A primeira versão da biografia ‘‘Vianinha – cúmplice da paixão’’ completou uma década. O escritor Dênis de Moraes inseriu nesse relançamento mais de 100 páginas à edição original, pesquisando nos arquivos da Polícia Política do Rio de Janeiro e nos arquivos da Censura do Ministério da Justiça. ‘‘Pude certificar como a polícia política acompanhou a trajetória de Vianinha. Em seu prontuário robusto constatei como os agentes eram mal informados, trabalhavam sem nenhum rigor e desconheciam as pessoas do meio artístico’’, afirmou o escritor em entrevista, por telefone, à Folha2, em Nova Friburgo (RJ).

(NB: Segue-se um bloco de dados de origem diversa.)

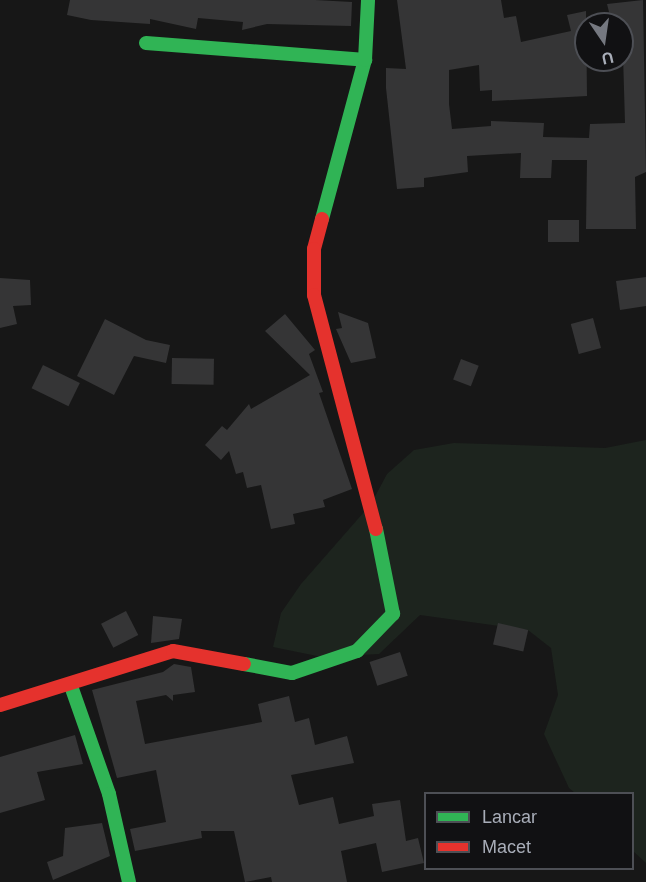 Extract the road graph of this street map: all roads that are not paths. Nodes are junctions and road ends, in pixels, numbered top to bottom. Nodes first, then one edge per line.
1 (368, 0) edge
2 (146, 43) dead end
3 (365, 60) junction
4 (71, 686) junction
5 (0, 705) edge
6 (129, 882) edge

1 - 3 street
2 - 3 street
3 - 4 street
4 - 5 street
4 - 6 street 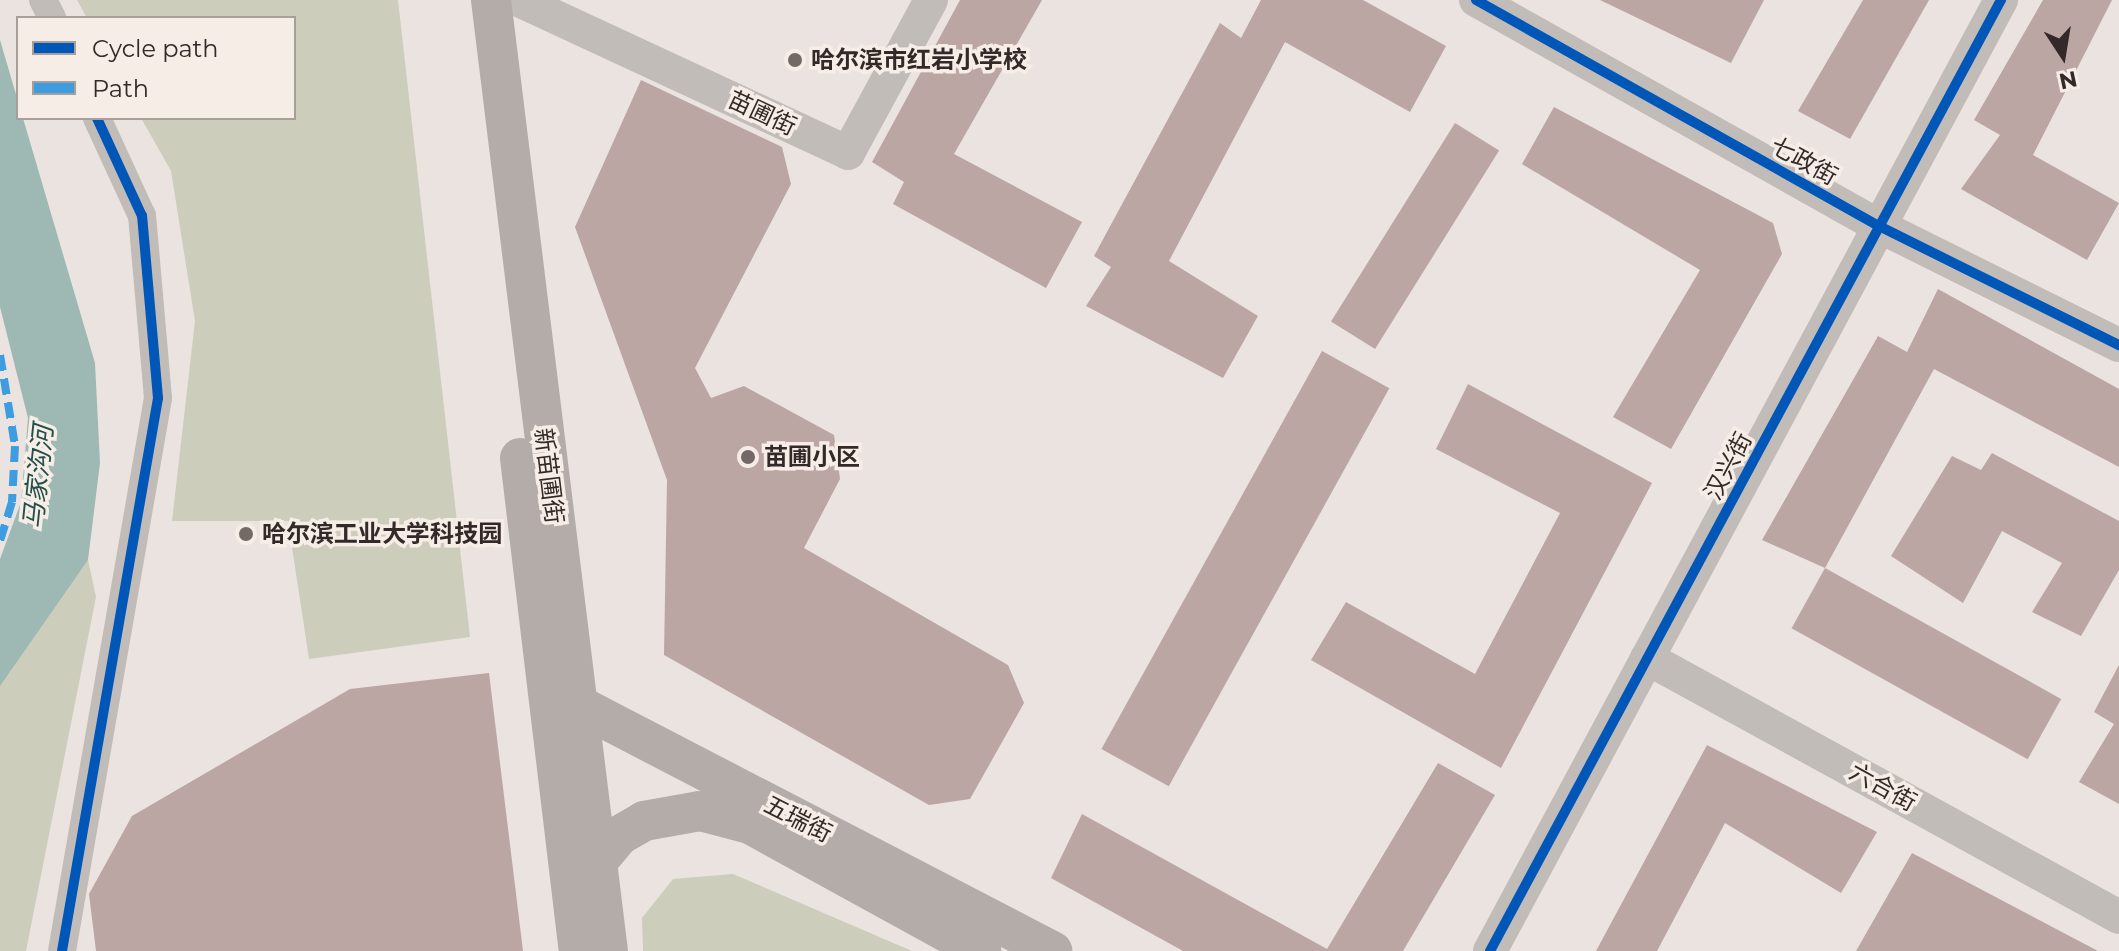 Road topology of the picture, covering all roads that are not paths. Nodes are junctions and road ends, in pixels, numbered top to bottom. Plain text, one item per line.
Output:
1 (472, 0) edge
2 (491, 0) edge
3 (519, 0) edge
4 (931, 0) edge
5 (1476, 0) edge
6 (2001, 0) edge
7 (98, 120) edge
8 (1879, 226) junction
9 (2119, 345) edge
10 (1647, 658) junction
11 (560, 696) junction
12 (597, 862) junction
13 (2119, 917) edge
14 (956, 945) edge
15 (62, 951) edge
16 (579, 951) edge
17 (608, 951) edge
18 (1052, 951) edge
19 (1490, 951) edge

1 - 11 main road, 新苗圃街
2 - 11 main road, 新苗圃街
3 - 4 street, 苗圃街
5 - 8 street, 七政街
6 - 8 street, 汉兴街
7 - 15 street
8 - 9 street, 七政街
8 - 10 street, 汉兴街
10 - 13 street, 六合街
10 - 19 street, 汉兴街
11 - 12 main road, 新苗圃街
11 - 16 main road, 新苗圃街
11 - 18 main road, 五瑞街
12 - 14 main road, 五瑞街
12 - 17 main road, 新苗圃街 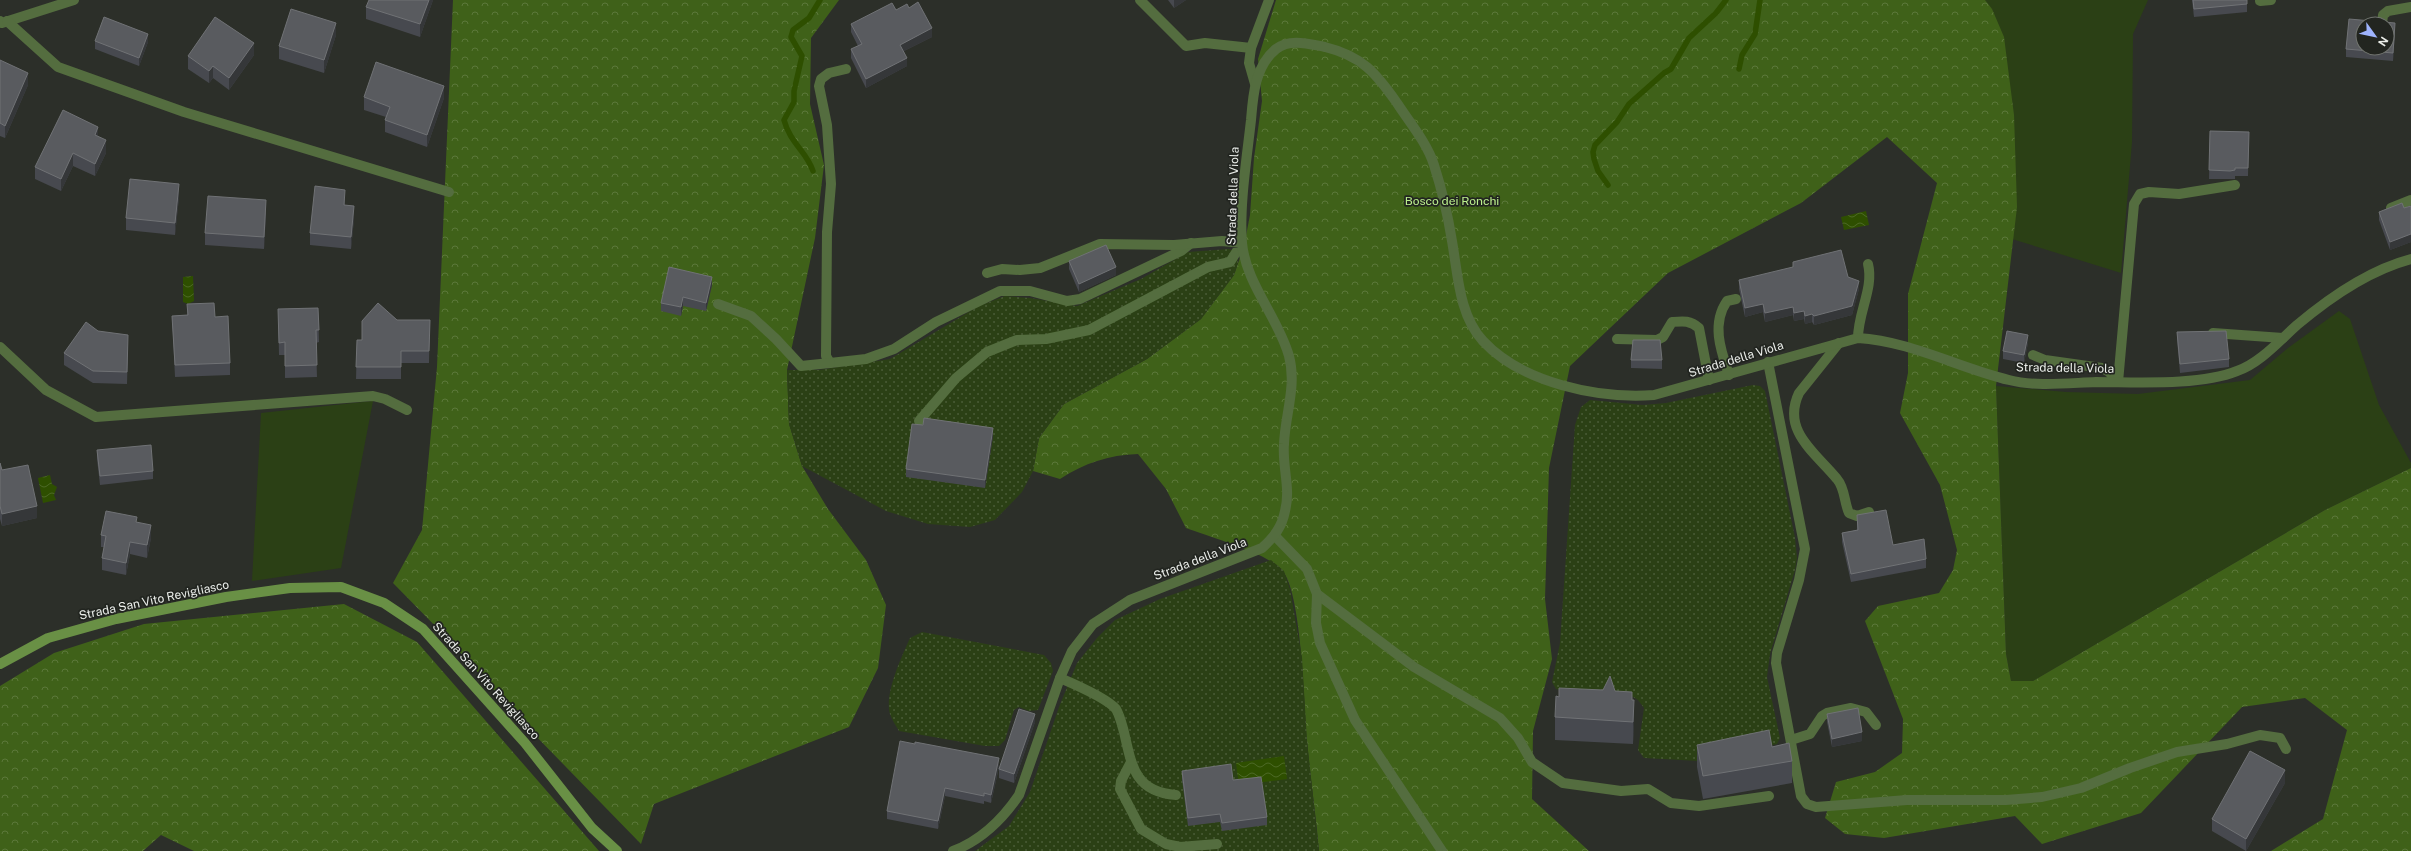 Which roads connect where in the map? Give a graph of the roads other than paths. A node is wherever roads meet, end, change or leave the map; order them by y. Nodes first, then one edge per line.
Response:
1 (74, 0) edge
2 (1140, 0) edge
3 (1269, 0) edge
4 (2271, 0) edge
5 (2260, 1) edge
6 (2411, 7) edge
7 (2383, 16) edge
8 (4, 21) edge
9 (1251, 48) junction
10 (846, 69) dead end
11 (1255, 84) junction
12 (2235, 185) dead end
13 (449, 192) dead end
14 (2411, 200) edge
15 (2390, 208) edge
16 (1191, 243) junction
17 (1242, 243) junction
18 (2411, 260) edge
19 (1868, 264) dead end
20 (987, 273) dead end
21 (1736, 299) dead end
22 (718, 304) dead end
23 (2200, 333) edge
24 (1858, 338) junction
25 (2283, 338) junction
26 (1617, 339) dead end
27 (1839, 343) junction
28 (0, 347) edge
29 (2033, 355) dead end
30 (1768, 362) junction
31 (830, 363) junction
32 (1730, 375) junction
33 (1709, 380) junction
34 (2118, 382) junction
35 (407, 410) dead end
36 (919, 421) dead end
37 (1869, 512) edge
38 (1275, 536) junction
39 (1317, 594) junction
40 (0, 664) edge
41 (1060, 678) junction
42 (1876, 725) dead end
43 (1791, 740) junction
44 (2286, 749) dead end
45 (1130, 762) junction
46 (1176, 794) dead end
47 (1769, 796) dead end
48 (1216, 844) dead end
49 (617, 851) edge
50 (953, 851) edge
51 (1442, 851) edge

1 - 8 street
2 - 9 street
3 - 9 street, Strada della Viola
4 - 5 street
6 - 7 street
8 - 13 street
9 - 11 street, Strada della Viola
10 - 31 street
11 - 17 street, Strada della Viola
11 - 33 street, Strada della Viola
12 - 34 street
14 - 15 street
16 - 17 street
16 - 20 street
16 - 31 street
17 - 36 street
17 - 38 street, Strada della Viola
18 - 25 street, Strada della Viola
19 - 24 street
21 - 32 street
22 - 31 street
23 - 25 street
24 - 27 street, Strada della Viola
24 - 34 street, Strada della Viola
25 - 34 street, Strada della Viola
26 - 33 street
27 - 30 street, Strada della Viola
27 - 37 street
28 - 35 street
29 - 34 street
30 - 32 street, Strada della Viola
30 - 43 street
32 - 33 street, Strada della Viola
38 - 39 street
38 - 41 street, Strada della Viola
39 - 47 street
39 - 51 street
40 - 49 street, Strada San Vito Revigliasco
41 - 45 street
41 - 50 street, Strada della Viola
42 - 43 street
43 - 44 street
45 - 46 street
45 - 48 street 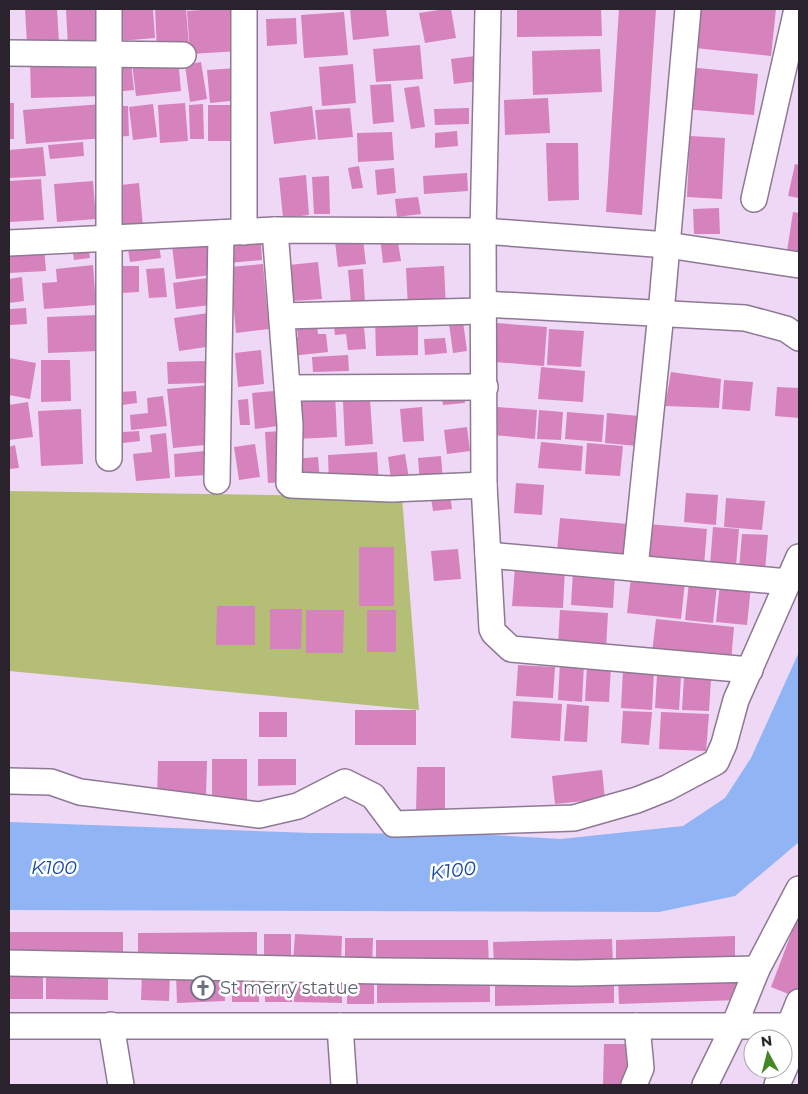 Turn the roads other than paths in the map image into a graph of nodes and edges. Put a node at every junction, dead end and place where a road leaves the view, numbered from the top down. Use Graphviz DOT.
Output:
graph roads {
  1 [pos="109,9"];
  2 [pos="244,9"];
  3 [pos="488,9"];
  4 [pos="688,9"];
  5 [pos="797,9"];
  6 [pos="9,54"];
  7 [pos="109,54"];
  8 [pos="183,55"];
  9 [pos="754,199"];
  10 [pos="275,230"];
  11 [pos="483,231"];
  12 [pos="232,232"];
  13 [pos="109,237"];
  14 [pos="9,243"];
  15 [pos="667,245"];
  16 [pos="799,265"];
  17 [pos="483,308"];
  18 [pos="662,313"];
  19 [pos="282,316"];
  20 [pos="799,338"];
  21 [pos="485,387"];
  22 [pos="288,388"];
  23 [pos="109,458"];
  24 [pos="217,481"];
  25 [pos="484,485"];
  26 [pos="488,555"];
  27 [pos="799,556"];
  28 [pos="635,568"];
  29 [pos="788,582"];
  30 [pos="750,670"];
  31 [pos="9,782"];
  32 [pos="799,889"];
  33 [pos="9,964"];
  34 [pos="757,969"];
  35 [pos="799,1002"];
  36 [pos="9,1026"];
  37 [pos="111,1026"];
  38 [pos="340,1026"];
  39 [pos="637,1026"];
  40 [pos="734,1026"];
  41 [pos="796,1029"];
  42 [pos="121,1085"];
  43 [pos="344,1085"];
  44 [pos="634,1085"];
  45 [pos="705,1085"];
  46 [pos="777,1085"];
  1 -- 7 [label="street"];
  2 -- 12 [label="street"];
  3 -- 11 [label="street"];
  4 -- 15 [label="street"];
  5 -- 9 [label="street"];
  6 -- 7 [label="street"];
  7 -- 8 [label="street"];
  7 -- 13 [label="street"];
  10 -- 11 [label="street"];
  10 -- 12 [label="street"];
  10 -- 19 [label="street"];
  11 -- 15 [label="street"];
  11 -- 17 [label="street"];
  12 -- 13 [label="street"];
  12 -- 24 [label="street"];
  13 -- 14 [label="street"];
  13 -- 23 [label="street"];
  15 -- 16 [label="street"];
  15 -- 18 [label="street"];
  17 -- 18 [label="street"];
  17 -- 19 [label="street"];
  17 -- 21 [label="street"];
  18 -- 20 [label="street"];
  18 -- 28 [label="street"];
  19 -- 22 [label="street"];
  21 -- 22 [label="street"];
  21 -- 25 [label="street"];
  22 -- 25 [label="street"];
  25 -- 26 [label="street"];
  26 -- 28 [label="street"];
  26 -- 30 [label="street"];
  27 -- 29 [label="street"];
  28 -- 29 [label="street"];
  29 -- 30 [label="street"];
  30 -- 31 [label="street"];
  32 -- 34 [label="street"];
  33 -- 34 [label="street"];
  34 -- 40 [label="street"];
  35 -- 41 [label="street"];
  36 -- 37 [label="street"];
  37 -- 38 [label="street"];
  37 -- 42 [label="street"];
  38 -- 39 [label="street"];
  38 -- 43 [label="street"];
  39 -- 40 [label="street"];
  39 -- 44 [label="street"];
  40 -- 41 [label="street"];
  40 -- 45 [label="street"];
  41 -- 46 [label="street"];
}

Nos arquivos da Censura, Dênis conheceu os bastidores da repressão ditatorial e os esforços para barrar a inteligência no País. Também pôde manusear os processos que resultaram nas proibições de ‘‘Rasga Coração’’ e ‘‘Papa Highirte’’. ‘‘O ex-ministro da Justiça Armando Falcão, por três vezes, homologou os vetos à proibição de ‘‘Rasga Coração’’, assinala.
O autor destaca como o dínamo Vianinha procurou conciliar arte e política, cultura e ideologia. ‘‘O pensador está no mesmo nível do dramaturgo’’, resume. Seu legado comprova como a cultura pode intervir no processo político e social. ‘‘Vianinha cortava na própria carne, não se poupava’’. Como principal teórico de sua geração, o dramaturgo não se intimidava em rever suas posições, aprendendo errando. Vianinha foi o autor teatral que conseguiu reunir um maior conjunto de premiações em sua época. Foi condecorado com o Prêmio Moliére por quatro vezes (dois póstumos).
Para Dênis de Moraes, essa volta aos textos clássicos ‘‘é uma demonstração cabal de que o teatro social resiste ao tempo, principamente porque os problemas sociais do Brasil continuam os mesmos’’. (F.F.)